EXERCISE: Write out, without any change, the lines in the material below that run from the line with "middle mcp: (346, 243)" through the line with "pinky tip: (286, 354)", both included.

☆ ☆ ☆ ☆ ☆ ☆ ☆

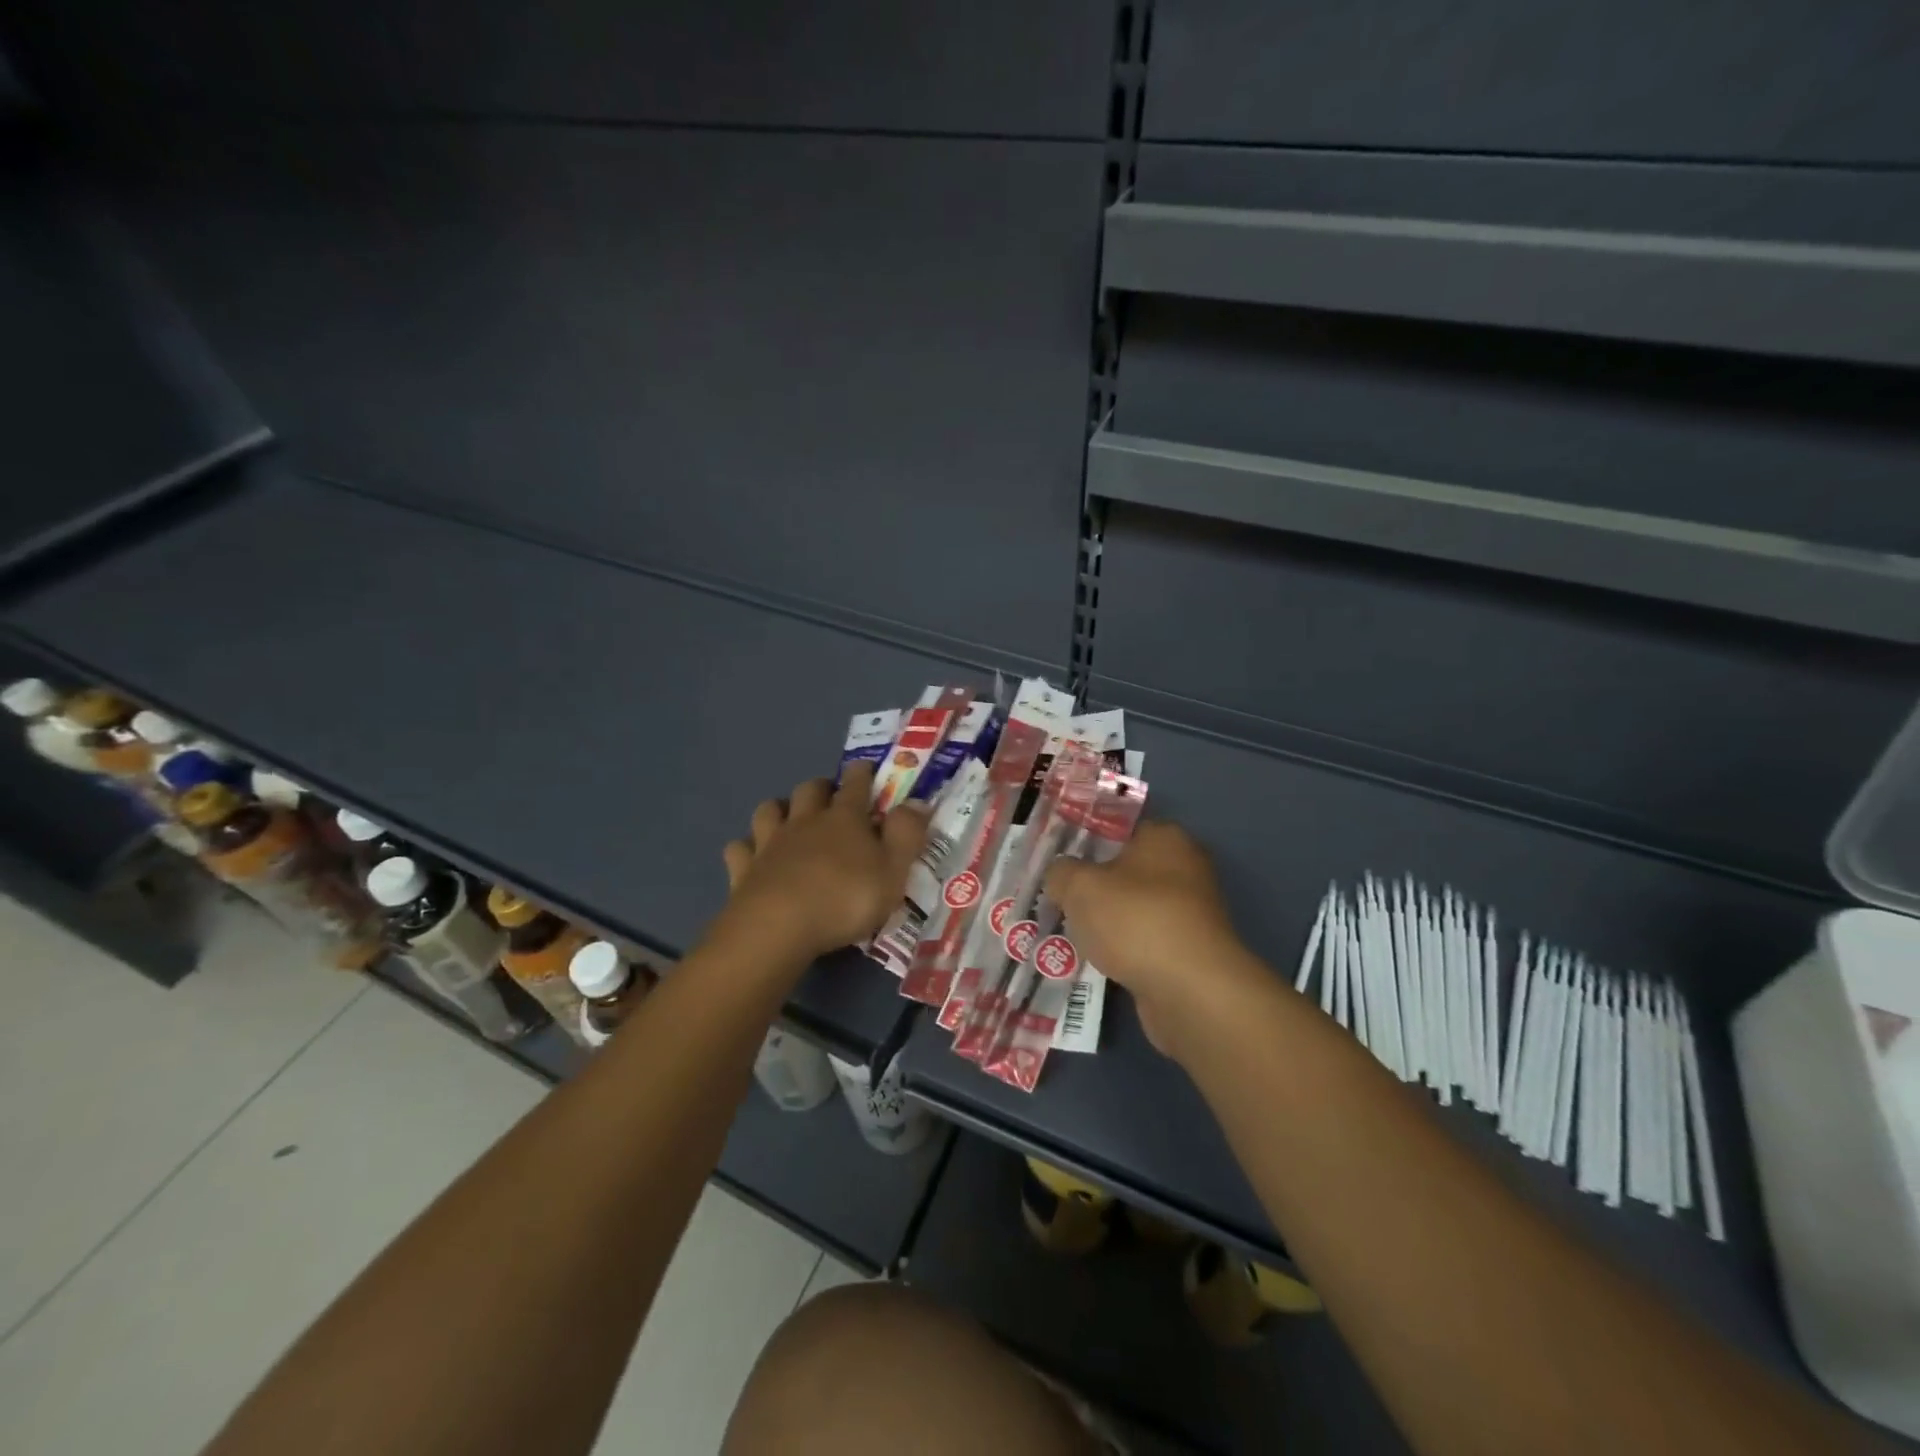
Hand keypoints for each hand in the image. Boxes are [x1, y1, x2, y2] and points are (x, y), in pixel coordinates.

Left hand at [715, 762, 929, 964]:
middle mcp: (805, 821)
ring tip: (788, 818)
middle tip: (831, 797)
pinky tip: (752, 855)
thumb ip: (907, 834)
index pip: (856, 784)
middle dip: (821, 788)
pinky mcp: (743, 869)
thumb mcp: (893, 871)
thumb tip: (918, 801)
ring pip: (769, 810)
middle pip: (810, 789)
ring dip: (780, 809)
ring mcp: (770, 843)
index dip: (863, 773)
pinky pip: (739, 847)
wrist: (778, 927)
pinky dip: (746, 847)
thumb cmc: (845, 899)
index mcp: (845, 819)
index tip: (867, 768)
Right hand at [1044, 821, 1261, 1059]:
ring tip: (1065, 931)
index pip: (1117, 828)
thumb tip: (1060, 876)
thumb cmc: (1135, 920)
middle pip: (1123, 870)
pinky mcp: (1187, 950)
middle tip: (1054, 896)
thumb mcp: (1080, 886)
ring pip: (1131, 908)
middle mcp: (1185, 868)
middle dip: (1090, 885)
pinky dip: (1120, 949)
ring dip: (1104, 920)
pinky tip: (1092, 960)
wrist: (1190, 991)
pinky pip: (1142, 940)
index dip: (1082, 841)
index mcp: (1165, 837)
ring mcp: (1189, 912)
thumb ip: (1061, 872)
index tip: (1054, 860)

☆ ☆ ☆ ☆ ☆ ☆ ☆

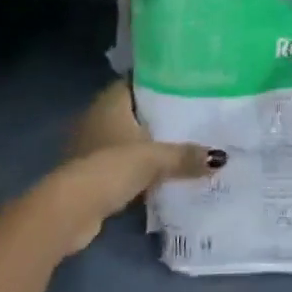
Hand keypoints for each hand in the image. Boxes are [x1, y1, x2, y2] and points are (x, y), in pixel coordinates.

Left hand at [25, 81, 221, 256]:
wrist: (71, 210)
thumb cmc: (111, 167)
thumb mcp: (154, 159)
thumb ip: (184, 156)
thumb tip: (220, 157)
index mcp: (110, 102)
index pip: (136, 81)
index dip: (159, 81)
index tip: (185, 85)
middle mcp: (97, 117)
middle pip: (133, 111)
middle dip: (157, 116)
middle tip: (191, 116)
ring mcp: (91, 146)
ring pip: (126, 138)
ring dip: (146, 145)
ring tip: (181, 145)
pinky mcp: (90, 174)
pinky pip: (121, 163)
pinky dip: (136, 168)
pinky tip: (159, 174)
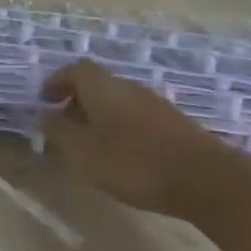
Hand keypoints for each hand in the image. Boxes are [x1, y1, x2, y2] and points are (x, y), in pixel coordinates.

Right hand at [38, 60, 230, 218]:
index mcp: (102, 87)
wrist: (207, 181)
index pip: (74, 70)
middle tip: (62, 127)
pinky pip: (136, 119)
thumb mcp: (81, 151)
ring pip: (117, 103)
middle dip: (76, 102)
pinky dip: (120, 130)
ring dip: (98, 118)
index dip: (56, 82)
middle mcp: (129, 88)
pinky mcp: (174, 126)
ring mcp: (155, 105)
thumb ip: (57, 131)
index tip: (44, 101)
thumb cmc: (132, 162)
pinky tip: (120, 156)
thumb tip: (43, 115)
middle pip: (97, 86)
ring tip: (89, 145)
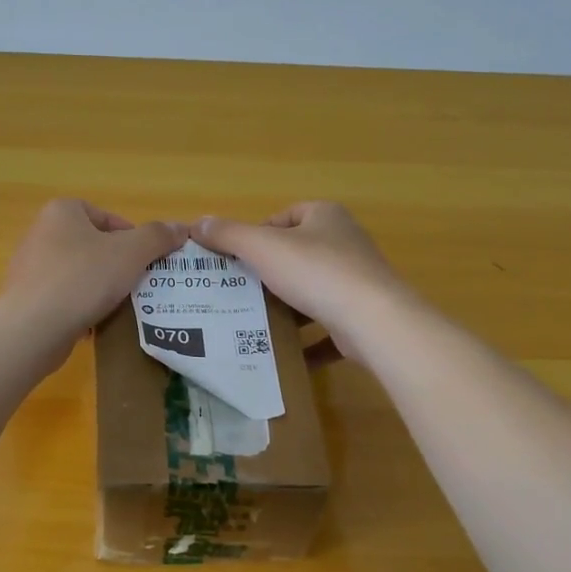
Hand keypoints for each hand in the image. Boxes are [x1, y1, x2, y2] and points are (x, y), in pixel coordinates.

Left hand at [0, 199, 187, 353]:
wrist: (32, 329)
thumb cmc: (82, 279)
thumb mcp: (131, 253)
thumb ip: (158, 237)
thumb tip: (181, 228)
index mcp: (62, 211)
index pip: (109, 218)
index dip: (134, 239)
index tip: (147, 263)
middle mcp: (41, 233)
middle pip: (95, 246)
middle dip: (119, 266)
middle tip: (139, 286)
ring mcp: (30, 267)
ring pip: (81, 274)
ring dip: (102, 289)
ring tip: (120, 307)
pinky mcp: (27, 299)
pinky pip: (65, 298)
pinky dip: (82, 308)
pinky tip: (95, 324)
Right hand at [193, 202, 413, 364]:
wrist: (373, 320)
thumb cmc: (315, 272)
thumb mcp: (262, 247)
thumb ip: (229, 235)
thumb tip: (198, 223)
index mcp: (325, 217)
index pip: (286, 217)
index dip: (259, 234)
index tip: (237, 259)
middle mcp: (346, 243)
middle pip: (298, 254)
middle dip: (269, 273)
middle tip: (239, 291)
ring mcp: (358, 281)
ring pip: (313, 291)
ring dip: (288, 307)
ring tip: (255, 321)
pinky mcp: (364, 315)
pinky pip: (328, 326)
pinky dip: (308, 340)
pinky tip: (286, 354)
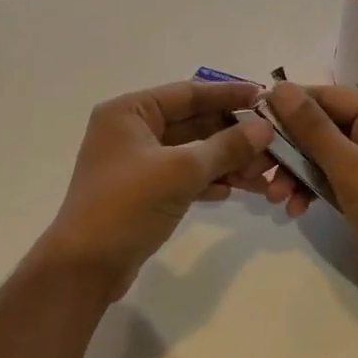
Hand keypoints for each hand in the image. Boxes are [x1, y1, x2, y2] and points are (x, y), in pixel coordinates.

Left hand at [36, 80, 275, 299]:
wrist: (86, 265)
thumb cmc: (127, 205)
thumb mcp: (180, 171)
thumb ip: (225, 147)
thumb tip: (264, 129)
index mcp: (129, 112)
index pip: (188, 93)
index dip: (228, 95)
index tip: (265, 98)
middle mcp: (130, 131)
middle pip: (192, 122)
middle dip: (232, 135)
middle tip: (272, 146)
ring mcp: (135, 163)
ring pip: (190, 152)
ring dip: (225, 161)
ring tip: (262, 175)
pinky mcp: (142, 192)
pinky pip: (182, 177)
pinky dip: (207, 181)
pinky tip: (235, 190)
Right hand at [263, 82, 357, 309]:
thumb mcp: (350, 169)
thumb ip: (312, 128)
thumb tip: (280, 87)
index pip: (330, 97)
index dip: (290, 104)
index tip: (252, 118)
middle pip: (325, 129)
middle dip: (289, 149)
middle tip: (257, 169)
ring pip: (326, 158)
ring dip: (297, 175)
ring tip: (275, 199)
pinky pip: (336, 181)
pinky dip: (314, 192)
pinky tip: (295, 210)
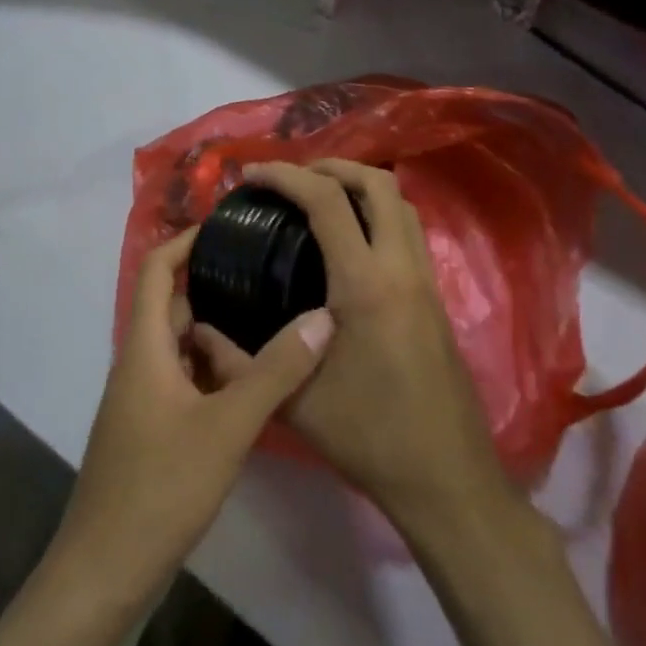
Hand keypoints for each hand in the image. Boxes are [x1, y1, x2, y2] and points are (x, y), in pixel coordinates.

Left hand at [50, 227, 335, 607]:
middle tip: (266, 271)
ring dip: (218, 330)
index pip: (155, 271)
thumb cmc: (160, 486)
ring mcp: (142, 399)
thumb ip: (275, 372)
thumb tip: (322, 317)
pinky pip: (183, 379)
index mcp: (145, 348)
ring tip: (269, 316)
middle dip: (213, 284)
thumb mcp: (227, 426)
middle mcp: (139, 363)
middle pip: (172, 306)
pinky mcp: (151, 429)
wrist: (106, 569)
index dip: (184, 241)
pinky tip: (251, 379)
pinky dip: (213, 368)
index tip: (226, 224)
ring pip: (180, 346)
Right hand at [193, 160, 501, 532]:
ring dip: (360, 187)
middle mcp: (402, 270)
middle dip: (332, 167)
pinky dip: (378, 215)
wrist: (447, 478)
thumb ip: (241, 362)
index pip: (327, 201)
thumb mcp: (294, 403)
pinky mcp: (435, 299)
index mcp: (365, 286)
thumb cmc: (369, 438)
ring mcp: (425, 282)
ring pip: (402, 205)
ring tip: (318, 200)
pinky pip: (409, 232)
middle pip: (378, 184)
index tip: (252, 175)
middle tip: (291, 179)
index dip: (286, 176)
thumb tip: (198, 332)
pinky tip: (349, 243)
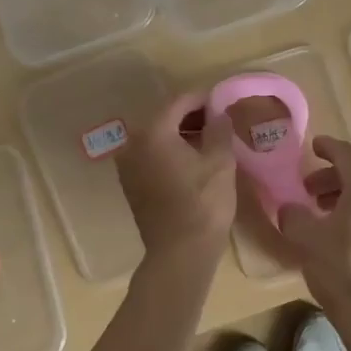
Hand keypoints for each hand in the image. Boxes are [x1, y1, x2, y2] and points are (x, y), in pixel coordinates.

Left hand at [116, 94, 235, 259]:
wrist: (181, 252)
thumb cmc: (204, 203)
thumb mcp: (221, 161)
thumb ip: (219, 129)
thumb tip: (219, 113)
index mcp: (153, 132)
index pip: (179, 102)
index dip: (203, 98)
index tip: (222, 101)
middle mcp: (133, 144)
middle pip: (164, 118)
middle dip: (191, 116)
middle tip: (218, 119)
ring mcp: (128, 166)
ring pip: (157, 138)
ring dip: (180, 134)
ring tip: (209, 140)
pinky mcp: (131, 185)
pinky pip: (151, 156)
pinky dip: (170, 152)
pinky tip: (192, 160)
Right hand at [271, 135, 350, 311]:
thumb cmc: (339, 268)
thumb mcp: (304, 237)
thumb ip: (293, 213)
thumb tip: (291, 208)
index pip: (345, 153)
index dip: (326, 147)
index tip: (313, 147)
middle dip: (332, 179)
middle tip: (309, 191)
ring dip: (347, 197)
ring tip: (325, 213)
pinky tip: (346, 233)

☆ ☆ ☆ ☆ ☆ ☆ ☆

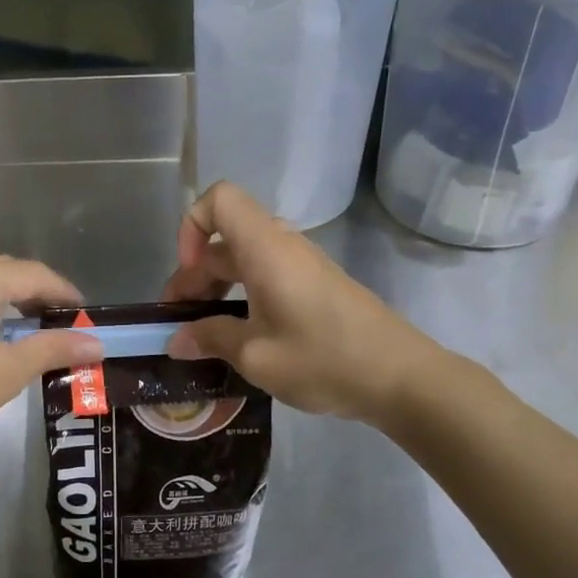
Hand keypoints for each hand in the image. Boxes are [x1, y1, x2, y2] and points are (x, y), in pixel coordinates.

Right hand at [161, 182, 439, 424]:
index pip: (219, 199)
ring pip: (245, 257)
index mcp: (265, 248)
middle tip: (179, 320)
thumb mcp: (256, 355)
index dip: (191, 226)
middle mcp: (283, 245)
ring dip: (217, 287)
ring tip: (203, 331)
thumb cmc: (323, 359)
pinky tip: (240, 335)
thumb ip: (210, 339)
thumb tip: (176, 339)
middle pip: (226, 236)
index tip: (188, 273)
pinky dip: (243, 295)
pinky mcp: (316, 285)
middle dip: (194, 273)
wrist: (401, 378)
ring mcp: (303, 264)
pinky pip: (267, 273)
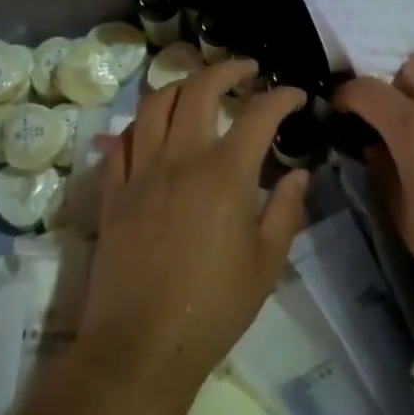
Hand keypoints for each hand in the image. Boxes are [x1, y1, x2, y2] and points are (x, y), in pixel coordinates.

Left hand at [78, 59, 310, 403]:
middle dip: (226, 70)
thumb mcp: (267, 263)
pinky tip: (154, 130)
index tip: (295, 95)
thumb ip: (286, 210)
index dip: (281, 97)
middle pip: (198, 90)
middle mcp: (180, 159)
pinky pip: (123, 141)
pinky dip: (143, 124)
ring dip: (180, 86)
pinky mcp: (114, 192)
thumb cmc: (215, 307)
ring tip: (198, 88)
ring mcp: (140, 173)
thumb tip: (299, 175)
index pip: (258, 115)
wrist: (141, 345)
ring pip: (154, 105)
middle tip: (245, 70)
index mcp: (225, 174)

☆ ☆ ☆ ☆ ☆ ☆ ☆

OUTPUT FOR THIS TASK:
middle mcp: (346, 243)
middle pip: (298, 254)
middle dip: (269, 273)
middle tip: (239, 291)
ring mcp: (358, 281)
ring pip: (313, 291)
ring dip: (288, 307)
ring tip: (255, 321)
pinky mcp: (364, 315)
pinky pip: (328, 326)
pinky dip: (308, 340)
pinky tip: (286, 354)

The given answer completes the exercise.